#### Entries shown ####
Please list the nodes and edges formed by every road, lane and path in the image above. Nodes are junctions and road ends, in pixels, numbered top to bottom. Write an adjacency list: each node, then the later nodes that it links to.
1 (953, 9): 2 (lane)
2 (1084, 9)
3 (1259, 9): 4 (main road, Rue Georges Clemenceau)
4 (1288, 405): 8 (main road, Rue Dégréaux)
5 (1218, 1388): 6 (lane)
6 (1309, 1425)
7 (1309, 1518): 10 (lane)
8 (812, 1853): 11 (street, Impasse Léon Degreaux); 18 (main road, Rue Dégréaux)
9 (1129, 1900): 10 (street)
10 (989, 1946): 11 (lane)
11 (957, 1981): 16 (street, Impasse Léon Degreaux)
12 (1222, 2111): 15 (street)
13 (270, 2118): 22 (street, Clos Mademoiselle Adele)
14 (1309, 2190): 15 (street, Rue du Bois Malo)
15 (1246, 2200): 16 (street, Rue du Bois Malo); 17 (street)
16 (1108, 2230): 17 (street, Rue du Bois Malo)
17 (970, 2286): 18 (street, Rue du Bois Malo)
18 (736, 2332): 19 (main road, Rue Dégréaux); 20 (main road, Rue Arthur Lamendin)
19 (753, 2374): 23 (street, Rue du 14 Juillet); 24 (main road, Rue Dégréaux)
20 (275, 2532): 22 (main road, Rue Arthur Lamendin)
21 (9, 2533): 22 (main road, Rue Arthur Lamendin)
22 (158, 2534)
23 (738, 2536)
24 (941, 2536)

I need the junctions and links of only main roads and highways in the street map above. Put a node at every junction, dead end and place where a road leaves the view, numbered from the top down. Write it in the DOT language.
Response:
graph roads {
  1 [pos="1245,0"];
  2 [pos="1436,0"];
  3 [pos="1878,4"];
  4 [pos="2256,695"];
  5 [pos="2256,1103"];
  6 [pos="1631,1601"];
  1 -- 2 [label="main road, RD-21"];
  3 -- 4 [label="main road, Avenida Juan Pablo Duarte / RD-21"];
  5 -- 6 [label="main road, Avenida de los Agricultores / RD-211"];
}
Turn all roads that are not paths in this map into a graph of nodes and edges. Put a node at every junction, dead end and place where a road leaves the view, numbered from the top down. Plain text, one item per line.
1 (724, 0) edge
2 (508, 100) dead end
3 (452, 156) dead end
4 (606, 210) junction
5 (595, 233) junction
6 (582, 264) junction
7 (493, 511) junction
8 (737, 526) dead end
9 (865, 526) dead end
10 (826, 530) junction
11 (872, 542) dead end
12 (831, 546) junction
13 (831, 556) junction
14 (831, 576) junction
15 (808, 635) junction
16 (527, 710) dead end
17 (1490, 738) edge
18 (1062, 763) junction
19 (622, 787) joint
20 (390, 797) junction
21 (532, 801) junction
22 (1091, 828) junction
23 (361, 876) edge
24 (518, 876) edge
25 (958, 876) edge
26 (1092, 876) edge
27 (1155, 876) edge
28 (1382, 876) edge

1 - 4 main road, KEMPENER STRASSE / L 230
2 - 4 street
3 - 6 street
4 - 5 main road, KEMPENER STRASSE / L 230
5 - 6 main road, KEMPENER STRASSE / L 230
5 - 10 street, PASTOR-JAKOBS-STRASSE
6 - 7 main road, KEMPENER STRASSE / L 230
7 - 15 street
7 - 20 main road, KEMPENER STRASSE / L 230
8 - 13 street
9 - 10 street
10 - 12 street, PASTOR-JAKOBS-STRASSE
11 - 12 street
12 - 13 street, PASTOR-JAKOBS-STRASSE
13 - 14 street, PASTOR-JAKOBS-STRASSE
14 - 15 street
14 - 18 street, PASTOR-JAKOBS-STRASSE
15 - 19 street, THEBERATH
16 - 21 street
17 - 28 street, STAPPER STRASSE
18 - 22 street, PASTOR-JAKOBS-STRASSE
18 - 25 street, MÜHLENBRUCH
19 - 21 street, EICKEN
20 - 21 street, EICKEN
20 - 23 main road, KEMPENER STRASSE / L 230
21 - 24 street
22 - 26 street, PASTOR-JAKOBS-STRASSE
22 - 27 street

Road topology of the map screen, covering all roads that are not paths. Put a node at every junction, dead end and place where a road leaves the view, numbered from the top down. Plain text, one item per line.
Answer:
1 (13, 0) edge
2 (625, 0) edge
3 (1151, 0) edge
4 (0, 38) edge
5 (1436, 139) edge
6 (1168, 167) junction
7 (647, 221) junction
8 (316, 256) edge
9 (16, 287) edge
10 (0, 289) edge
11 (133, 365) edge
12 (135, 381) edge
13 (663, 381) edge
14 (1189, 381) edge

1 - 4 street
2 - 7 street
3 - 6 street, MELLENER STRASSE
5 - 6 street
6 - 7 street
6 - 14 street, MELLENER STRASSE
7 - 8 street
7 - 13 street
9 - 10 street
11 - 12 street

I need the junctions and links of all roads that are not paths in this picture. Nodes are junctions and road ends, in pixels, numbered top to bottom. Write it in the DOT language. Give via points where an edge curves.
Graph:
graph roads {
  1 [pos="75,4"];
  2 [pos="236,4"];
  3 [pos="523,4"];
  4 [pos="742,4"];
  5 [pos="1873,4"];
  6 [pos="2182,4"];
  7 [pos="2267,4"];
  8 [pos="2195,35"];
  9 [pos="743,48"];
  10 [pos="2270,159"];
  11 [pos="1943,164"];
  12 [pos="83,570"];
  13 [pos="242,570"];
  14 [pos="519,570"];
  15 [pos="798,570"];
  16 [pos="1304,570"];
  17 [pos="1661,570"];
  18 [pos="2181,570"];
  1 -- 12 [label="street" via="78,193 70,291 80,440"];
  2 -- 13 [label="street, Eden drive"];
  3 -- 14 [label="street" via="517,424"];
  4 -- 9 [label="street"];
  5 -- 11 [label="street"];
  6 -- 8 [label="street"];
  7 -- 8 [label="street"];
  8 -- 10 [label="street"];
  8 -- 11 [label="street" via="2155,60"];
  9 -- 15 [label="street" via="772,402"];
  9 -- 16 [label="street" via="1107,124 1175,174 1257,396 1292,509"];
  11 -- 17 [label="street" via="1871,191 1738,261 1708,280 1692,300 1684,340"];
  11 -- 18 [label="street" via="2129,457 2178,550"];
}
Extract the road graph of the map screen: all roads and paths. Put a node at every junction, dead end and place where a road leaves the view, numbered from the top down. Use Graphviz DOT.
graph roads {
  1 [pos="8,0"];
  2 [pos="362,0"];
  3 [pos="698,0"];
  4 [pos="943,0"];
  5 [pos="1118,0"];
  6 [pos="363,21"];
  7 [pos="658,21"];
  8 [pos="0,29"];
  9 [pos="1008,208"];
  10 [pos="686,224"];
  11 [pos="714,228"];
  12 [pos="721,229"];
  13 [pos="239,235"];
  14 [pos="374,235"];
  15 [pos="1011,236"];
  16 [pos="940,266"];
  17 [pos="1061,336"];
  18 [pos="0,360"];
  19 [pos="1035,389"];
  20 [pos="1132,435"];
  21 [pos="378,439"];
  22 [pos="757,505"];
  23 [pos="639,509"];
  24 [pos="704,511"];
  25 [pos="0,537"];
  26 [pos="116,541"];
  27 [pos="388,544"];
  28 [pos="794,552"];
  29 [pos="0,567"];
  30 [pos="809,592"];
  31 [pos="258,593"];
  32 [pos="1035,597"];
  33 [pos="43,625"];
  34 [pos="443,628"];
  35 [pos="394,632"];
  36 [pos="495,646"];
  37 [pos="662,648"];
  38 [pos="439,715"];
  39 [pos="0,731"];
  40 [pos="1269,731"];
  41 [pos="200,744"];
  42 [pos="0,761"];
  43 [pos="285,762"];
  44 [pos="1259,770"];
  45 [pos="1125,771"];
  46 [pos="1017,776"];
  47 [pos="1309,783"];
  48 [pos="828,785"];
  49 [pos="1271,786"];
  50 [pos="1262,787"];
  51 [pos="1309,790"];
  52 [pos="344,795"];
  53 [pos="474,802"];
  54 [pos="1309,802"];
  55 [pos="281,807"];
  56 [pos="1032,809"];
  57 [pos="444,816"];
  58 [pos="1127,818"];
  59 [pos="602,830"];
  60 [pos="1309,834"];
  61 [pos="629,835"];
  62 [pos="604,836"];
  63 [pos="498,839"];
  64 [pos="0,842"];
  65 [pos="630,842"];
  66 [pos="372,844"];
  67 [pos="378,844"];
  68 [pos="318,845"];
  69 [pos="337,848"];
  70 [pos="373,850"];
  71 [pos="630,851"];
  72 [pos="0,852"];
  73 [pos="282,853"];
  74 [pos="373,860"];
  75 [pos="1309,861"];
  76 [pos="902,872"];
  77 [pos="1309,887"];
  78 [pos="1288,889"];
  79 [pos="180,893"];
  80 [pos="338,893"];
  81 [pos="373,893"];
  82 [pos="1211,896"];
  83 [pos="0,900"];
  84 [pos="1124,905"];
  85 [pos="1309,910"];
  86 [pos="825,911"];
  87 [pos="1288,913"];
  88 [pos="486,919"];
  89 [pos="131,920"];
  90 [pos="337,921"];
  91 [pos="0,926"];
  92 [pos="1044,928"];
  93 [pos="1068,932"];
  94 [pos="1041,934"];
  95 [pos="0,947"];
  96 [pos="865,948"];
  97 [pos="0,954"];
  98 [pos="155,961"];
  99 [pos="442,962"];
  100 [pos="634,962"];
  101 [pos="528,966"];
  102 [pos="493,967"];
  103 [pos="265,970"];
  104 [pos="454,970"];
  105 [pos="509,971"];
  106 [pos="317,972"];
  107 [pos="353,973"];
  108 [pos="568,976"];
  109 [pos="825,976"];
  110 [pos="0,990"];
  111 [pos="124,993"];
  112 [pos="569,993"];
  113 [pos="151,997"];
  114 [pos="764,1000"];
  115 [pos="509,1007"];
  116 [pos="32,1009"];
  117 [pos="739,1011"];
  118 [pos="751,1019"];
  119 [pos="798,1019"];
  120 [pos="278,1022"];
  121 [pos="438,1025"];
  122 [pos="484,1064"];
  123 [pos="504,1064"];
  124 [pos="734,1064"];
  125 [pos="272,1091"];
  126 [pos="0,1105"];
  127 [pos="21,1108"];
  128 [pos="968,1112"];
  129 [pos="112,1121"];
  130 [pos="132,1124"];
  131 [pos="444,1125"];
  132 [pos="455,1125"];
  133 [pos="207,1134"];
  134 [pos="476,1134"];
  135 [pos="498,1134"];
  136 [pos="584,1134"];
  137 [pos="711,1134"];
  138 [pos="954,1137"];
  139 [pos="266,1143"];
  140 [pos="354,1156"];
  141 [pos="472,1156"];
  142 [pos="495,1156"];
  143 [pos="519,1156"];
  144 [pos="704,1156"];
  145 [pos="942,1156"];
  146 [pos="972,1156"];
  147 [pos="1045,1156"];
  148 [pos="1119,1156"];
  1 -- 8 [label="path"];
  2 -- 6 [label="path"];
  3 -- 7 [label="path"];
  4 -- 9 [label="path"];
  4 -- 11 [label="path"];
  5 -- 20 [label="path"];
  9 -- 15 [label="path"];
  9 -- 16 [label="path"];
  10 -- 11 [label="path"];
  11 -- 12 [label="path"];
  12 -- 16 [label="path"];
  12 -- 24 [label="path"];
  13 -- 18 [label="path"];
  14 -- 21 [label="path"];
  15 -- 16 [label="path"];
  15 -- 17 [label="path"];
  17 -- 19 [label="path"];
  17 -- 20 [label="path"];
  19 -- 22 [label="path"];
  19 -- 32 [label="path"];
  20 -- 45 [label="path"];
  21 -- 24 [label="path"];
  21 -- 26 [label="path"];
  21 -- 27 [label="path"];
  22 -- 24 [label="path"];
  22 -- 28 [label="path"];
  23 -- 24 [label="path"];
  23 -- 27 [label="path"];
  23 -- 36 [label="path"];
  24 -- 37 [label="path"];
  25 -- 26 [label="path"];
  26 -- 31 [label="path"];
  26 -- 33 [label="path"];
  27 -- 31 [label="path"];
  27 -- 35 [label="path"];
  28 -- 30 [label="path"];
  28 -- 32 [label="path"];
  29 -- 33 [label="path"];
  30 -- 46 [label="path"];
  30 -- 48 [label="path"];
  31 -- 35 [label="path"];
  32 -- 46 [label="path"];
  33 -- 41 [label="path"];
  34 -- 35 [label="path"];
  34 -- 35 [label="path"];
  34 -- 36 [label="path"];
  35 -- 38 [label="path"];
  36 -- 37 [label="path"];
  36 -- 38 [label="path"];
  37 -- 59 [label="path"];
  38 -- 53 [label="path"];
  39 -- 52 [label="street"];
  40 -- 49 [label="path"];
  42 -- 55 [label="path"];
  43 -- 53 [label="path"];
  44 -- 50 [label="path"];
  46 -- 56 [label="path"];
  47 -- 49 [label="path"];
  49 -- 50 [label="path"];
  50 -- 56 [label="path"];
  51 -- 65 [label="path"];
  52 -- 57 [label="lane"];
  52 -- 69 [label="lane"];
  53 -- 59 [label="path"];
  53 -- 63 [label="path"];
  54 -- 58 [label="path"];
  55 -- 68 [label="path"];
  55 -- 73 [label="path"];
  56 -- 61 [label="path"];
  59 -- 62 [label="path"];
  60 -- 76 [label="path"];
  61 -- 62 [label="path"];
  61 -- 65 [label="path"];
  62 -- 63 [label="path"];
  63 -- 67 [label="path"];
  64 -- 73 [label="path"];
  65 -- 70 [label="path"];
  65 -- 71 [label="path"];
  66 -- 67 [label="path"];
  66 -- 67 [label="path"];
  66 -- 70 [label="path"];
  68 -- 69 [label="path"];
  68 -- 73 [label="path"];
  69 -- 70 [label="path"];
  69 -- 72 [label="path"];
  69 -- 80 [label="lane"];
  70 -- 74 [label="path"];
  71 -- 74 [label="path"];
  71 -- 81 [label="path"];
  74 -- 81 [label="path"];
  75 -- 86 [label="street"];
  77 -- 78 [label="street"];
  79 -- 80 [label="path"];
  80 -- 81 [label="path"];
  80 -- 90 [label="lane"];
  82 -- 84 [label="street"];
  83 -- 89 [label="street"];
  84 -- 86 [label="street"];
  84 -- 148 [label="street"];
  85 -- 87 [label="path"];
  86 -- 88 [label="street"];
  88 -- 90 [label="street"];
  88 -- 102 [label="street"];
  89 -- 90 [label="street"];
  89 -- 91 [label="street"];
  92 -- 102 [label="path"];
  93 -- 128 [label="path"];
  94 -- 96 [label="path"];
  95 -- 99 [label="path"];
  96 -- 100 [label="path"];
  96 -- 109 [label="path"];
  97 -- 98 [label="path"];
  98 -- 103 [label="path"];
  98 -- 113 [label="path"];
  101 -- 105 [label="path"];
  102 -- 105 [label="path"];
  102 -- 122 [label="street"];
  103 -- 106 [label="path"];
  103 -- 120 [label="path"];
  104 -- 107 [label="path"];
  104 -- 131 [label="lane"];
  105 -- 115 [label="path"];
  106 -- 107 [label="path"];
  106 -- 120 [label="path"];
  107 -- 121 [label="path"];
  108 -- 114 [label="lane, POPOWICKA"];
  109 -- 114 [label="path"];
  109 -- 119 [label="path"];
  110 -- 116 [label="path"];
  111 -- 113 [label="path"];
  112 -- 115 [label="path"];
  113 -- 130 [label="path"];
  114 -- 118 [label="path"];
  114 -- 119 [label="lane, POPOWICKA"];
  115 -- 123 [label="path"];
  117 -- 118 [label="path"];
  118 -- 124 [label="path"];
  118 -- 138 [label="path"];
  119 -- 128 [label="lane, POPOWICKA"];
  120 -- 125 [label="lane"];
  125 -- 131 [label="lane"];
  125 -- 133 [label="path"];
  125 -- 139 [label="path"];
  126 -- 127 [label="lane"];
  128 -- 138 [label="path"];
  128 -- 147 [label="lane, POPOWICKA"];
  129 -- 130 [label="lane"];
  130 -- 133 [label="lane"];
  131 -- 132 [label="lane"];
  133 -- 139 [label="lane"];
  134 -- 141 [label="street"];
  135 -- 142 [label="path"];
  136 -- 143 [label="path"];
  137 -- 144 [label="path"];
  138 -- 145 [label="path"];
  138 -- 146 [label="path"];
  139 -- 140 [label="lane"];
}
####
• _Your objective_
Every line above that holds "MELLENER" should be tallied; answer with the total alone.

• _Expected answer_
2